§ **Assignment**
Where the string "dead" occurs in a line of the data below, that line should be copied.

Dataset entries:
========
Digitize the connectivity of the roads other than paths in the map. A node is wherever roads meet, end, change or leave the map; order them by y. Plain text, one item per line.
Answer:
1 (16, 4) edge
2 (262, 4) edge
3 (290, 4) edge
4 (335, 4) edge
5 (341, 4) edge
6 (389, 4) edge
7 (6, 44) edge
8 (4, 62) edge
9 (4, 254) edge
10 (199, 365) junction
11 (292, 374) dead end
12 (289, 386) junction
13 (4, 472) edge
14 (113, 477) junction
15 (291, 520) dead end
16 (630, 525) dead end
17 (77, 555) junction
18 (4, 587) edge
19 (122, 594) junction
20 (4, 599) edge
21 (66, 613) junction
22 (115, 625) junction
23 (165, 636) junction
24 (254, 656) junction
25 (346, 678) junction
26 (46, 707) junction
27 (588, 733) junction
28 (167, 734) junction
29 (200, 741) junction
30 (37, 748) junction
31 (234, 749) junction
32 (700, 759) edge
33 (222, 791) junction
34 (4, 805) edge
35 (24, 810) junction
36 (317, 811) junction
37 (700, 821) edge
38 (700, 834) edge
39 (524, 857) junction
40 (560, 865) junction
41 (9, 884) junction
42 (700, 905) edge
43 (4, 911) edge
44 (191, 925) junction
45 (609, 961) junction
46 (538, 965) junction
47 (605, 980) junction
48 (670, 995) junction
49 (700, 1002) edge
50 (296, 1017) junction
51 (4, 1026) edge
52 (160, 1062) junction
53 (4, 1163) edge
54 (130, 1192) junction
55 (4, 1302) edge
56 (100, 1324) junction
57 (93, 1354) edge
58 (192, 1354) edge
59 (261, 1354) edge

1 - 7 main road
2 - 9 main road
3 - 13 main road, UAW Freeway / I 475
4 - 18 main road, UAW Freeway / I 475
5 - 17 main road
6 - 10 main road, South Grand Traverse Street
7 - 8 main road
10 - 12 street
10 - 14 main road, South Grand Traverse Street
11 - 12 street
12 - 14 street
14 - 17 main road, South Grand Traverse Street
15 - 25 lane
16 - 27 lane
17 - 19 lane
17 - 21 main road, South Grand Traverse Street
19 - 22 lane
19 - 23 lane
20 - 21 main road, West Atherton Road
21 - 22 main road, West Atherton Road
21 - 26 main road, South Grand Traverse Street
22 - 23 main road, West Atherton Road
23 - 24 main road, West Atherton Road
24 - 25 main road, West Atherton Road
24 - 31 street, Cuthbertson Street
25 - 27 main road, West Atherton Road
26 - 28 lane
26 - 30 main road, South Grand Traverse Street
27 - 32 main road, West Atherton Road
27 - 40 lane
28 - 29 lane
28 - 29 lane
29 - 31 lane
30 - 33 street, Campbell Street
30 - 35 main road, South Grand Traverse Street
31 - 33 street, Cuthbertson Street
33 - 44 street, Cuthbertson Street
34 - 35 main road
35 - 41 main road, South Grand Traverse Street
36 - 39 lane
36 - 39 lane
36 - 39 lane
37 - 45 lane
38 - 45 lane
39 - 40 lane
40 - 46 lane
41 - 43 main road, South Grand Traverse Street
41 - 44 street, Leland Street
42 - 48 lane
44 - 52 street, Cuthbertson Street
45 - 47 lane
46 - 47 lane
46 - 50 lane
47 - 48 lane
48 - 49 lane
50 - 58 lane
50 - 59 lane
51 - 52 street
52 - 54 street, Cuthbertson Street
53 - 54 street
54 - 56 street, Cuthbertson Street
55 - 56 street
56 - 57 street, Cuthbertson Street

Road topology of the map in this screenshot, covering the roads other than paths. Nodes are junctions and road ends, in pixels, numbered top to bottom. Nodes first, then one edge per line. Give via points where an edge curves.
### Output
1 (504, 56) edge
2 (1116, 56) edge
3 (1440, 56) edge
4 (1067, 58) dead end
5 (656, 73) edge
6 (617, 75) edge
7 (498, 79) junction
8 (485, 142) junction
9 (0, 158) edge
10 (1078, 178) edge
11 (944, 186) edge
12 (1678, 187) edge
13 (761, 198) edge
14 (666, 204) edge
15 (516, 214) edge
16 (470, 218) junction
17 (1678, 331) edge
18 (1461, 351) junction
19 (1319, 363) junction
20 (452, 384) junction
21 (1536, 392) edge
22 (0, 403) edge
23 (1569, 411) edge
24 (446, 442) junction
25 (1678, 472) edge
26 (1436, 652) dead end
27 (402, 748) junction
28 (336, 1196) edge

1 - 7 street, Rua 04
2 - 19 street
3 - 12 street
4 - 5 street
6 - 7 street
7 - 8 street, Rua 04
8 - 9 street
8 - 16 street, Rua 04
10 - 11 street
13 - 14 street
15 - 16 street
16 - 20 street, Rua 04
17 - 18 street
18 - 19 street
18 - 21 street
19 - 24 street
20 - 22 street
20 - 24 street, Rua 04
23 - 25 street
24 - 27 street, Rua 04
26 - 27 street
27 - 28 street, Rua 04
========
§ **Written response**
11 (292, 374) dead end
15 (291, 520) dead end
16 (630, 525) dead end
4 (1067, 58) dead end
26 (1436, 652) dead end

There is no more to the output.